Without any pictures, output the records exactly as they are.

(Beginning of Data extract)

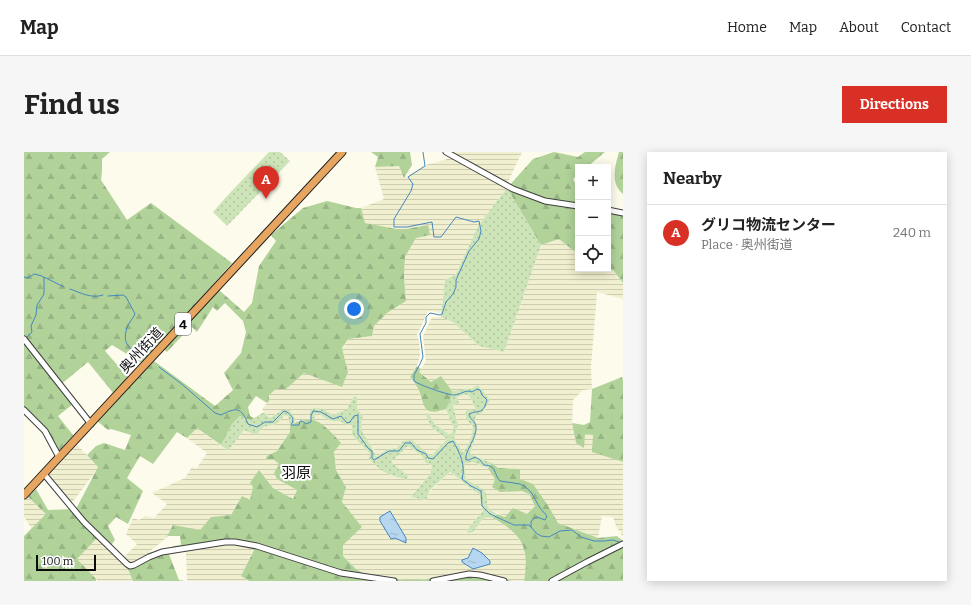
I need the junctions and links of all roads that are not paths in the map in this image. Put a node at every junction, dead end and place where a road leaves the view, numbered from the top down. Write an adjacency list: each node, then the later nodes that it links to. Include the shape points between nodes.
1 (342, 152): 8 (highway, 奥州街道 / 4)
2 (446, 152): 3 (street, via 513,189 545,201)
3 (575, 206)
4 (611, 211): 5 (street)
5 (623, 213)
6 (24, 339): 8 (street)
7 (24, 410): 9 (street, via 45,431)
8 (91, 424): 9 (highway, 奥州街道 / 4)
9 (59, 457): 10 (highway, 奥州街道 / 4)
10 (44, 474): 11 (highway, 奥州街道 / 4); 13 (street, via 84,522 130,566 162,552 235,542 257,546 342,573)
11 (24, 495)
12 (623, 544): 16 (street)
13 (394, 581)
14 (433, 581): 15 (street, via 470,574)
15 (504, 581)
16 (552, 581)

(End of Data extract)

_Answer box_:
I need the junctions and links of all roads that are not paths in the map in this image. Put a node at every junction, dead end and place where a road leaves the view, numbered from the top down. Write an adjacency list: each node, then the later nodes that it links to. Include the shape points between nodes.
1 (342, 152): 8 (highway, 奥州街道 / 4)
2 (446, 152): 3 (street, via 513,189 545,201)
3 (575, 206)
4 (611, 211): 5 (street)
5 (623, 213)
6 (24, 339): 8 (street)
7 (24, 410): 9 (street, via 45,431)
8 (91, 424): 9 (highway, 奥州街道 / 4)
9 (59, 457): 10 (highway, 奥州街道 / 4)
10 (44, 474): 11 (highway, 奥州街道 / 4); 13 (street, via 84,522 130,566 162,552 235,542 257,546 342,573)
11 (24, 495)
12 (623, 544): 16 (street)
13 (394, 581)
14 (433, 581): 15 (street, via 470,574)
15 (504, 581)
16 (552, 581)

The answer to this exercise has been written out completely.